Work request:
Only the lines from the first line of the data through the line containing "Digitize the connectivity" belong in the answer, transcribed exactly; pictures do not.
# # # #
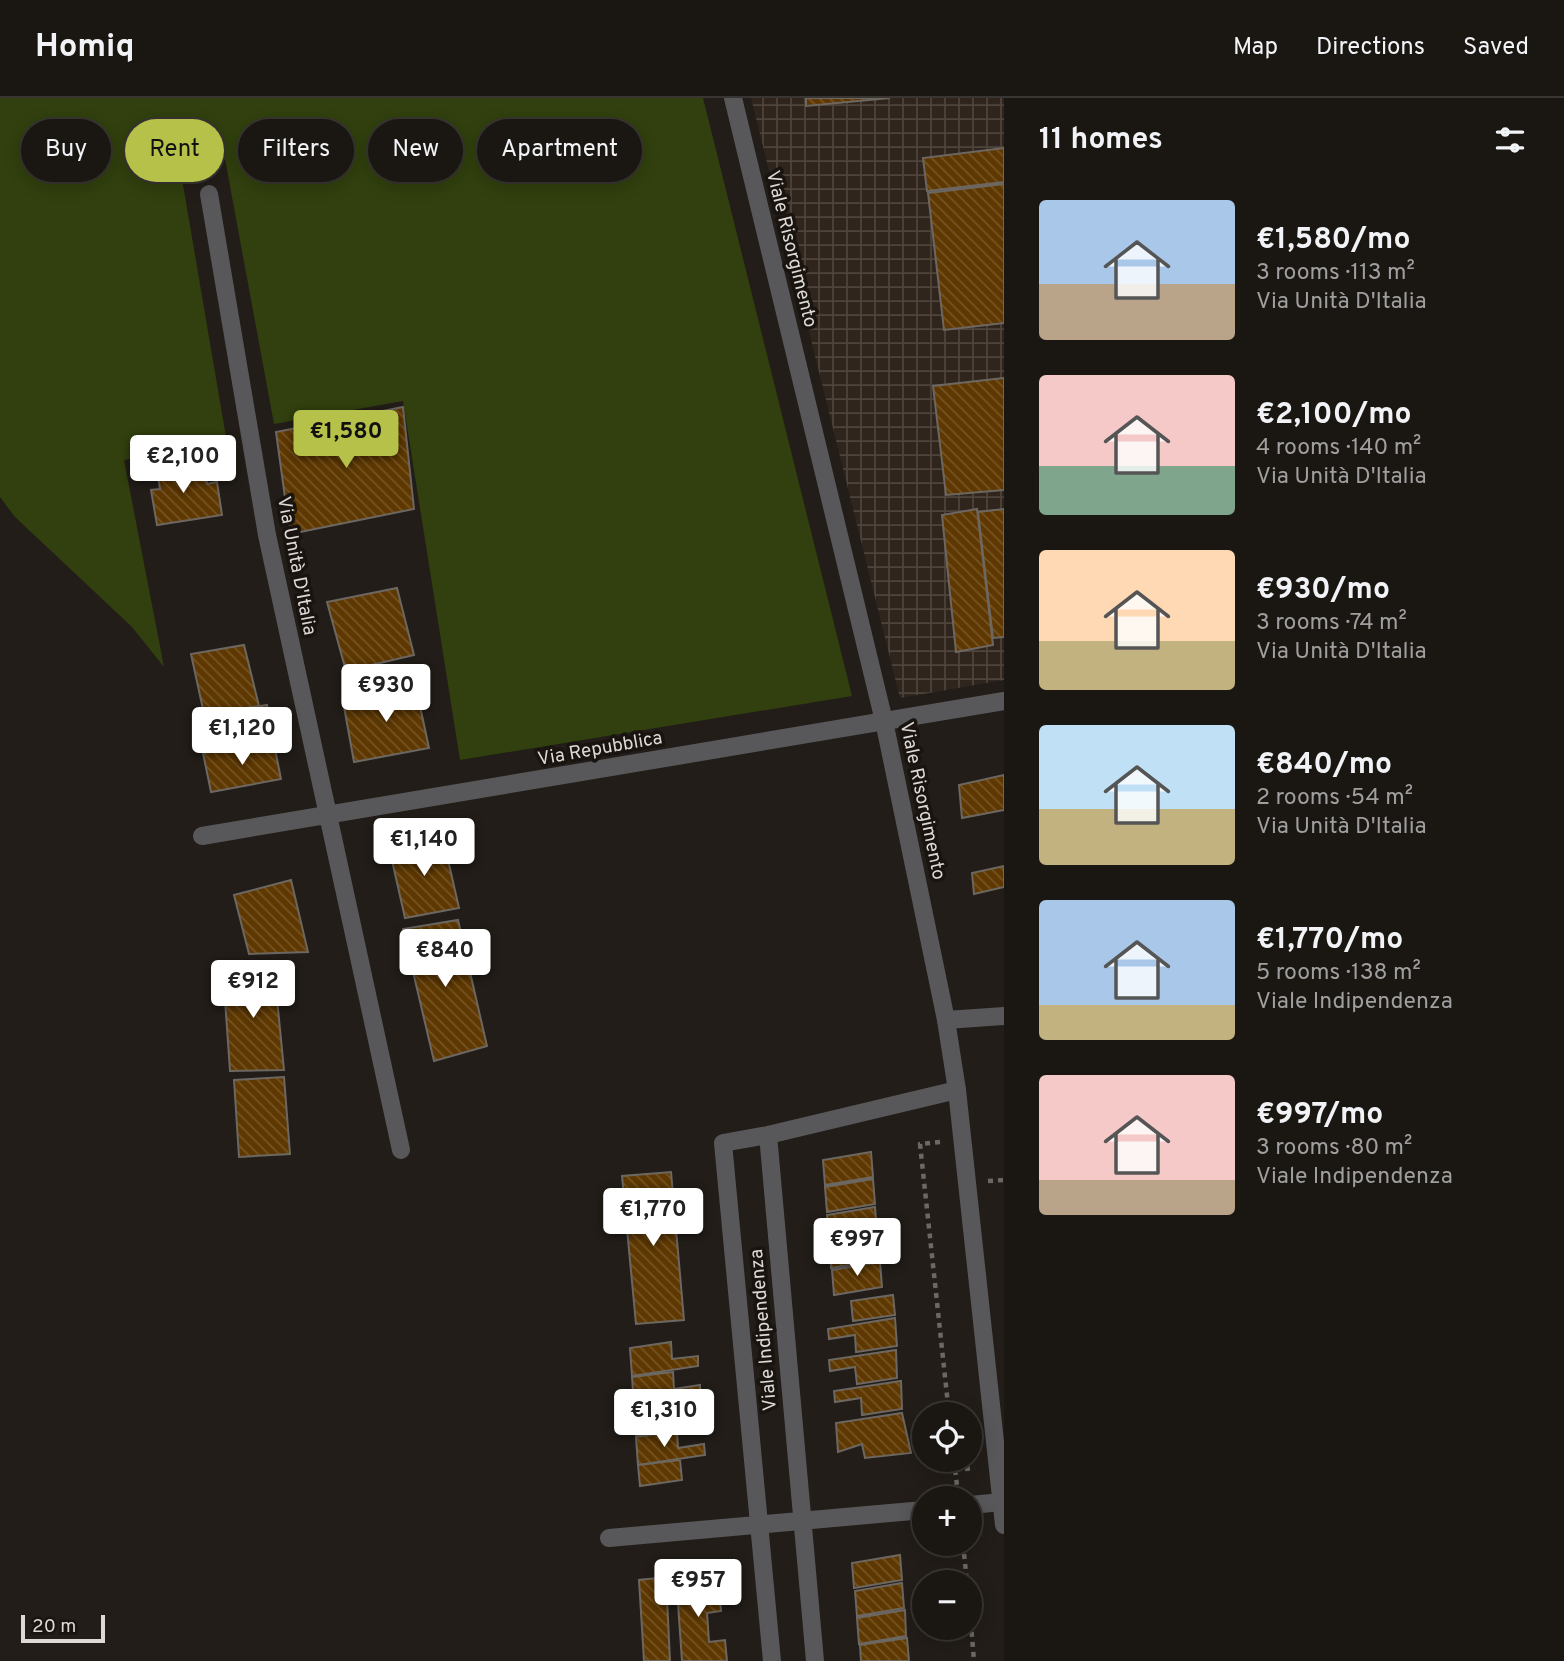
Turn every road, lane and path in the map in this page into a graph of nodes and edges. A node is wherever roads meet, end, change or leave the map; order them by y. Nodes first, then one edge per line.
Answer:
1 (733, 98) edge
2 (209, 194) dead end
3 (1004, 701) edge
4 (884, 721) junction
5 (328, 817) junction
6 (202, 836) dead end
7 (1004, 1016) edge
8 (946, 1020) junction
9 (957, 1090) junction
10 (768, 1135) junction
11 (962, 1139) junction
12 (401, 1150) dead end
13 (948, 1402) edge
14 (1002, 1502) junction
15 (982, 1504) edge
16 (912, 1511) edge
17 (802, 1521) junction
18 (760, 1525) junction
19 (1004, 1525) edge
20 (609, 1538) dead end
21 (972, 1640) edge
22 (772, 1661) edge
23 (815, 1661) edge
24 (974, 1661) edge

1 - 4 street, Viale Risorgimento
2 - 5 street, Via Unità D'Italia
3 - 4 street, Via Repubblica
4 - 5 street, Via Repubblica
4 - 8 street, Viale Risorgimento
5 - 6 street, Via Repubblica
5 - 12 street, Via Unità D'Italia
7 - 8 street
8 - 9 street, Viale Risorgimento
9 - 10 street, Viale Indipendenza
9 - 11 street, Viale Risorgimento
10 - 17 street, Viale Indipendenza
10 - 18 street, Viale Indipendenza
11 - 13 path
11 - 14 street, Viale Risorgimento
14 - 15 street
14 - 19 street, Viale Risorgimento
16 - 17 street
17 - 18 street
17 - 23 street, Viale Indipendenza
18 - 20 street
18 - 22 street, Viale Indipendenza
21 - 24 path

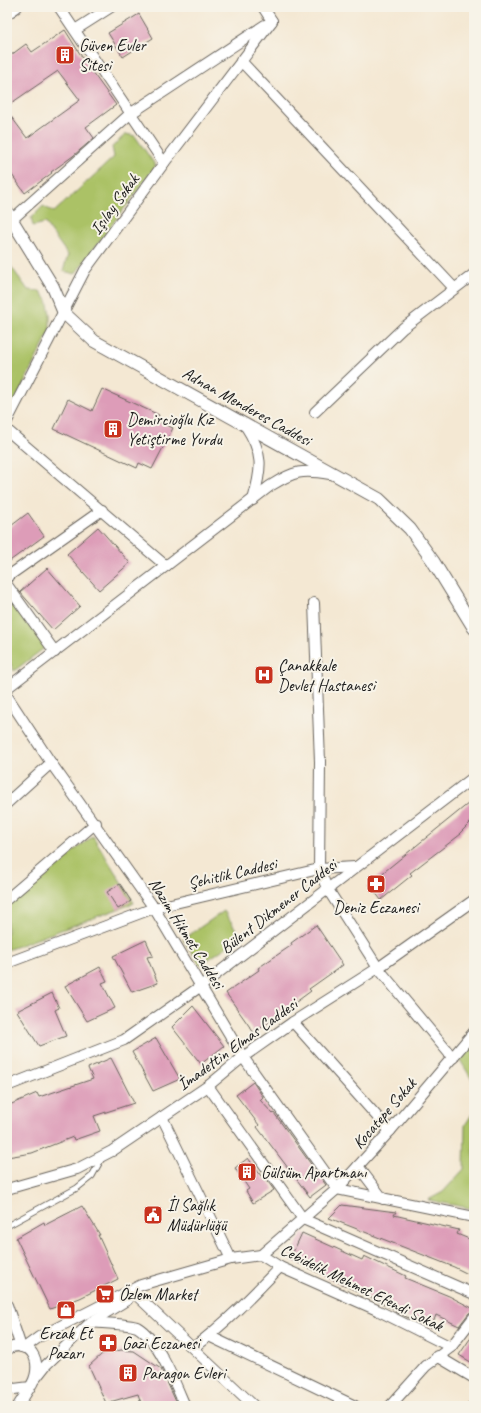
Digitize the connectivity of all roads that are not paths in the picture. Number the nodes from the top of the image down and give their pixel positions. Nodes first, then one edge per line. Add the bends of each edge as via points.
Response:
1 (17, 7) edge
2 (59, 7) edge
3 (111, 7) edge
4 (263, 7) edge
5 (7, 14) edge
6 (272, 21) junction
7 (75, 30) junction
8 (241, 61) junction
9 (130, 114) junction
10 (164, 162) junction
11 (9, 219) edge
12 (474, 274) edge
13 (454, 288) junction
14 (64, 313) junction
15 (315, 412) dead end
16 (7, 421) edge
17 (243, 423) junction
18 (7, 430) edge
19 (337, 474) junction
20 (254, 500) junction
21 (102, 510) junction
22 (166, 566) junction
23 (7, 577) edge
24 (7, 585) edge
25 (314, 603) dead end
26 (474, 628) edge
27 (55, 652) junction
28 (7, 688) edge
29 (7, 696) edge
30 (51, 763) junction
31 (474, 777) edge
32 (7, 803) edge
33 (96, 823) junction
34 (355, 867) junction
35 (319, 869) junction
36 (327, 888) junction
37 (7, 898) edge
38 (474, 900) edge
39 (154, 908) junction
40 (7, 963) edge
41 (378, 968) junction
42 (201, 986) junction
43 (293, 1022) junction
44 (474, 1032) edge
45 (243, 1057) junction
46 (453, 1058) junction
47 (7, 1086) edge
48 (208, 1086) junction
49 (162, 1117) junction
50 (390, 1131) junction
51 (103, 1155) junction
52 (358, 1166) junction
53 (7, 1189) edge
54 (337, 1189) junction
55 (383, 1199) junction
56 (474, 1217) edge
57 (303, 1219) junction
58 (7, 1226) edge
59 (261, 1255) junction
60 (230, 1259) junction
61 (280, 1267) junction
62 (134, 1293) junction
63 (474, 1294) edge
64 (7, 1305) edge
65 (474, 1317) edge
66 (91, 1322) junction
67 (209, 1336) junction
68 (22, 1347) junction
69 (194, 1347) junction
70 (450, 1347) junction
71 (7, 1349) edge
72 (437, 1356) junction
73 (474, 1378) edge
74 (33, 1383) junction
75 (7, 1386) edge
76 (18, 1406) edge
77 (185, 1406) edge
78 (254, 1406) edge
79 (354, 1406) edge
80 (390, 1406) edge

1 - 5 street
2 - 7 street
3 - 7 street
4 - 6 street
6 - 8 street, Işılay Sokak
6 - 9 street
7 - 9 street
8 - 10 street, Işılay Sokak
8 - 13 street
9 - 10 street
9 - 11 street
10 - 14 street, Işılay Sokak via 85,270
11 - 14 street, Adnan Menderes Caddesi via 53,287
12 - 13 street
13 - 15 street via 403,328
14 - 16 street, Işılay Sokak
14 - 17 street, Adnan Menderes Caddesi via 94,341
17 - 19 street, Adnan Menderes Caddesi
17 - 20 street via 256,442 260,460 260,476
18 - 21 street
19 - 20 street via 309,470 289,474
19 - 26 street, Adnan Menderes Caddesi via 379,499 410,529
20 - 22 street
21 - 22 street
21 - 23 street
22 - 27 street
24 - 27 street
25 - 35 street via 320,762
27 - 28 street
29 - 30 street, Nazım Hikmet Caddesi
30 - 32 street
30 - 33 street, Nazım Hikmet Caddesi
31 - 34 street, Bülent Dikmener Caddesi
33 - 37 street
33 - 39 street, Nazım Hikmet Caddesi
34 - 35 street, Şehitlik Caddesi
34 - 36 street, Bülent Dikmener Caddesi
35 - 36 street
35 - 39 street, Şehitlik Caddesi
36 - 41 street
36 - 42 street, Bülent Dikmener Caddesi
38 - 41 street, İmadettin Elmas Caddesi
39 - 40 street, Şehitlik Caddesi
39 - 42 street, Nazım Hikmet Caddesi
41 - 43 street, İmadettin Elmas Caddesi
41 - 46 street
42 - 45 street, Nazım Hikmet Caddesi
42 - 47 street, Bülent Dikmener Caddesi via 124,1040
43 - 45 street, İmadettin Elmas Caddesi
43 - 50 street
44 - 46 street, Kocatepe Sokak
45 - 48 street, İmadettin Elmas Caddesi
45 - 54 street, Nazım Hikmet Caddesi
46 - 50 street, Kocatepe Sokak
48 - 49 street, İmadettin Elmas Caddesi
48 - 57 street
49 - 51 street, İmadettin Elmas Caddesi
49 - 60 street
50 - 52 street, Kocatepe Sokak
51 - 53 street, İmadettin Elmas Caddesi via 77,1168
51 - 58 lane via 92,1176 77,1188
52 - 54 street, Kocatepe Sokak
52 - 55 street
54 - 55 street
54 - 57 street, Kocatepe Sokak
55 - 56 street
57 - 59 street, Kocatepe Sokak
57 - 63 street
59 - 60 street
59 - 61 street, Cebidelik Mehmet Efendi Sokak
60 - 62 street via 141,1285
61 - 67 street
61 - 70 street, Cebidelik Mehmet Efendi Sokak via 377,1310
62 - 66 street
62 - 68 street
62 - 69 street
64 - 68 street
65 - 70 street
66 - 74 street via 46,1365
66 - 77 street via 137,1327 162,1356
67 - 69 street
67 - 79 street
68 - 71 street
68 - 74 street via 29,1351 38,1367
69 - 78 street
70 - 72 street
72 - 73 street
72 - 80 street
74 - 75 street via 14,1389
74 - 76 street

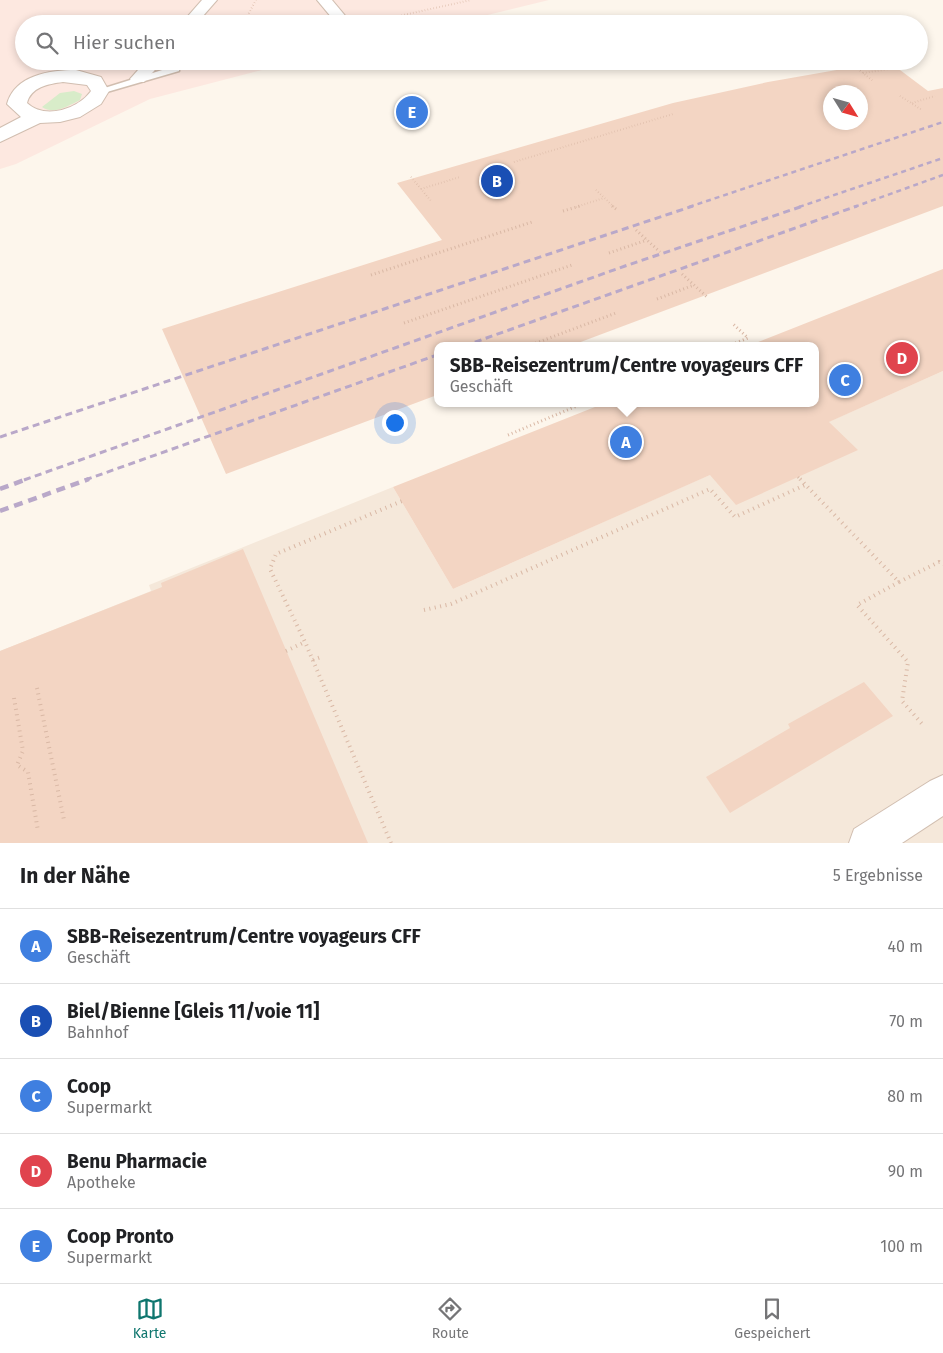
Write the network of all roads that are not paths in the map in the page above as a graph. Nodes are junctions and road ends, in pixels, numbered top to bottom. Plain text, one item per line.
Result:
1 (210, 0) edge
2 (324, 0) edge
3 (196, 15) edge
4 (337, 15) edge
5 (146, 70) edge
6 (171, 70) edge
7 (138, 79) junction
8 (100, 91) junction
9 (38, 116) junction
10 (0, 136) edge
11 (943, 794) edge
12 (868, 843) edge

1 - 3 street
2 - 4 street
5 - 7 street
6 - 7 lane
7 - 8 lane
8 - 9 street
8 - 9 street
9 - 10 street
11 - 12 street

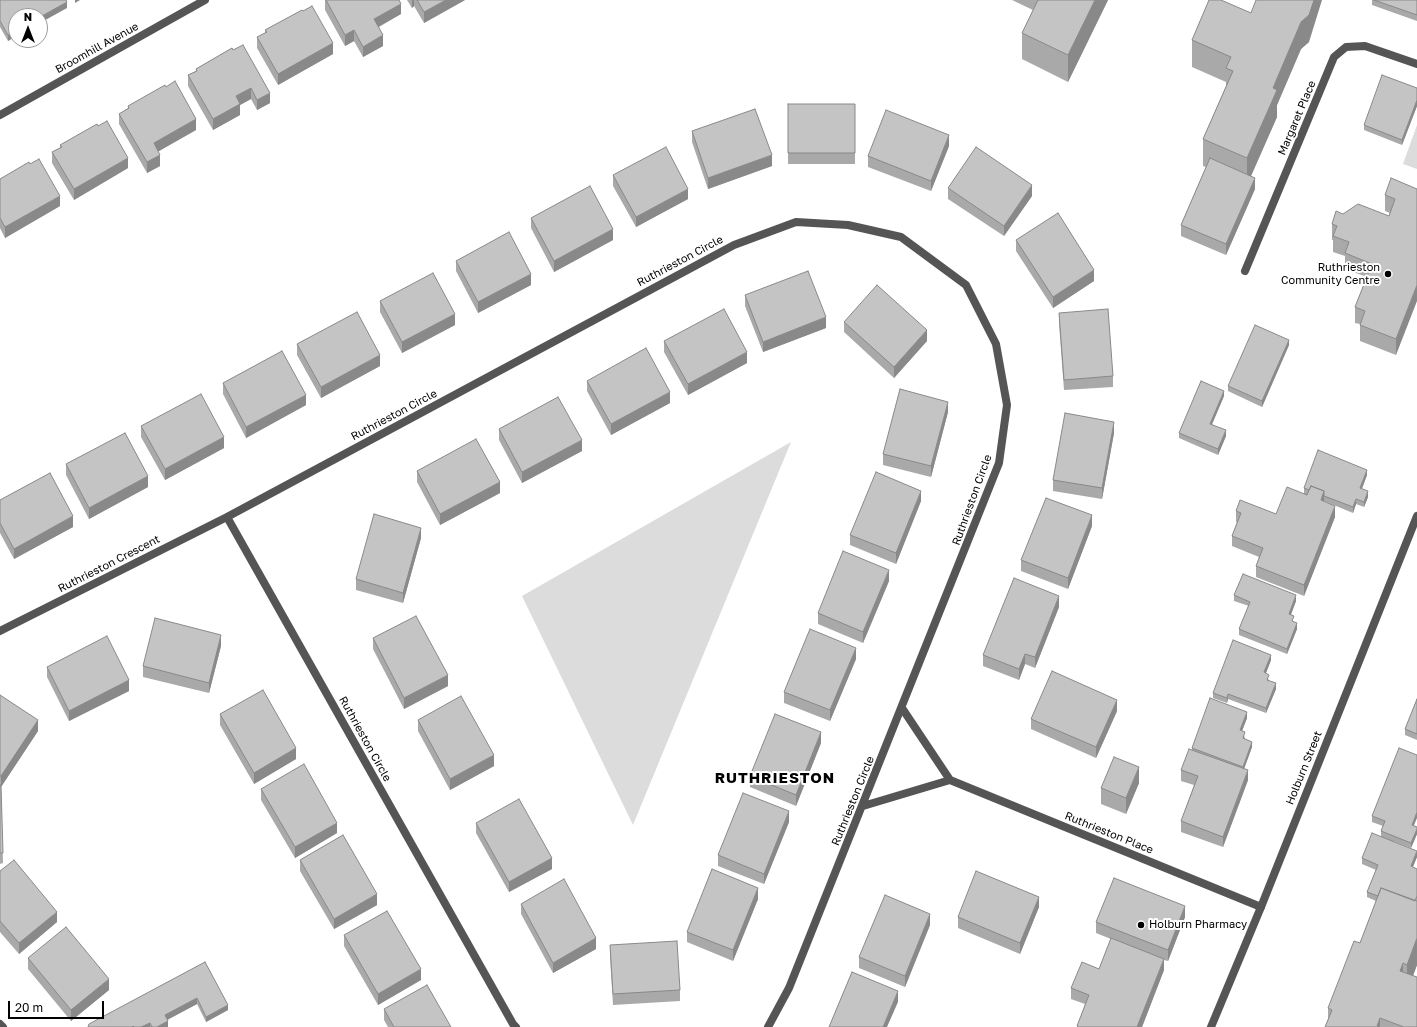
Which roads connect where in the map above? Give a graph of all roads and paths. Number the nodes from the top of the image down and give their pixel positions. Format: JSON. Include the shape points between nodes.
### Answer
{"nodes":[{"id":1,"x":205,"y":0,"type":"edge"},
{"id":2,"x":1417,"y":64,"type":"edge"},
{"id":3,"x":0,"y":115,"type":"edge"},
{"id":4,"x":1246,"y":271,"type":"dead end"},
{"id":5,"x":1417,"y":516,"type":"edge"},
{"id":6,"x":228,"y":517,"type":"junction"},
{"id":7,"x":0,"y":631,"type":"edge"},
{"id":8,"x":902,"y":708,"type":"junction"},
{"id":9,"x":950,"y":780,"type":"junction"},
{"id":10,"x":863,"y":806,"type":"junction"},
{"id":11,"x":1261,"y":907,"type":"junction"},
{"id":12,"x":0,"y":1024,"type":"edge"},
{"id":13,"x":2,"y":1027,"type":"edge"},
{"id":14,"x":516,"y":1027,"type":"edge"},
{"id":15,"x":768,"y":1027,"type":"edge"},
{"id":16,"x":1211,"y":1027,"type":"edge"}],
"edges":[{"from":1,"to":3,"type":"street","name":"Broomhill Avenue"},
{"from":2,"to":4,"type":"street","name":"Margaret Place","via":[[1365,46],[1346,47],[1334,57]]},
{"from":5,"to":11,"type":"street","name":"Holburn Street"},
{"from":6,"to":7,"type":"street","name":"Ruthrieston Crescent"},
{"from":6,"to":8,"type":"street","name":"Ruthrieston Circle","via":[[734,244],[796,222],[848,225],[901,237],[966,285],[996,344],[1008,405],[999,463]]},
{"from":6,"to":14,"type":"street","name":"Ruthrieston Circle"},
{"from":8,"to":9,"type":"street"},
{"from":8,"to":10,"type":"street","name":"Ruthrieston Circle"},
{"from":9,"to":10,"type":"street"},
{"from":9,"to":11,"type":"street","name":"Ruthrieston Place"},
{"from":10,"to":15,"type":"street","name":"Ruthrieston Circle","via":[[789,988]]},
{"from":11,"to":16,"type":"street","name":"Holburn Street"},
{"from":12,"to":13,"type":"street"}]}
# # # #
Reply to the task:
Turn every road, lane and path in the map in this page into a graph of nodes and edges. A node is wherever roads meet, end, change or leave the map; order them by y. Nodes first, then one edge per line.
Answer:
1 (733, 98) edge
2 (209, 194) dead end
3 (1004, 701) edge
4 (884, 721) junction
5 (328, 817) junction
6 (202, 836) dead end
7 (1004, 1016) edge
8 (946, 1020) junction
9 (957, 1090) junction
10 (768, 1135) junction
11 (962, 1139) junction
12 (401, 1150) dead end
13 (948, 1402) edge
14 (1002, 1502) junction
15 (982, 1504) edge
16 (912, 1511) edge
17 (802, 1521) junction
18 (760, 1525) junction
19 (1004, 1525) edge
20 (609, 1538) dead end
21 (972, 1640) edge
22 (772, 1661) edge
23 (815, 1661) edge
24 (974, 1661) edge

1 - 4 street, Viale Risorgimento
2 - 5 street, Via Unità D'Italia
3 - 4 street, Via Repubblica
4 - 5 street, Via Repubblica
4 - 8 street, Viale Risorgimento
5 - 6 street, Via Repubblica
5 - 12 street, Via Unità D'Italia
7 - 8 street
8 - 9 street, Viale Risorgimento
9 - 10 street, Viale Indipendenza
9 - 11 street, Viale Risorgimento
10 - 17 street, Viale Indipendenza
10 - 18 street, Viale Indipendenza
11 - 13 path
11 - 14 street, Viale Risorgimento
14 - 15 street
14 - 19 street, Viale Risorgimento
16 - 17 street
17 - 18 street
17 - 23 street, Viale Indipendenza
18 - 20 street
18 - 22 street, Viale Indipendenza
21 - 24 path

Digitize the connectivity of all roads that are not paths in the picture. Number the nodes from the top of the image down and give their pixel positions. Nodes first, then one edge per line. Add the bends of each edge as via points.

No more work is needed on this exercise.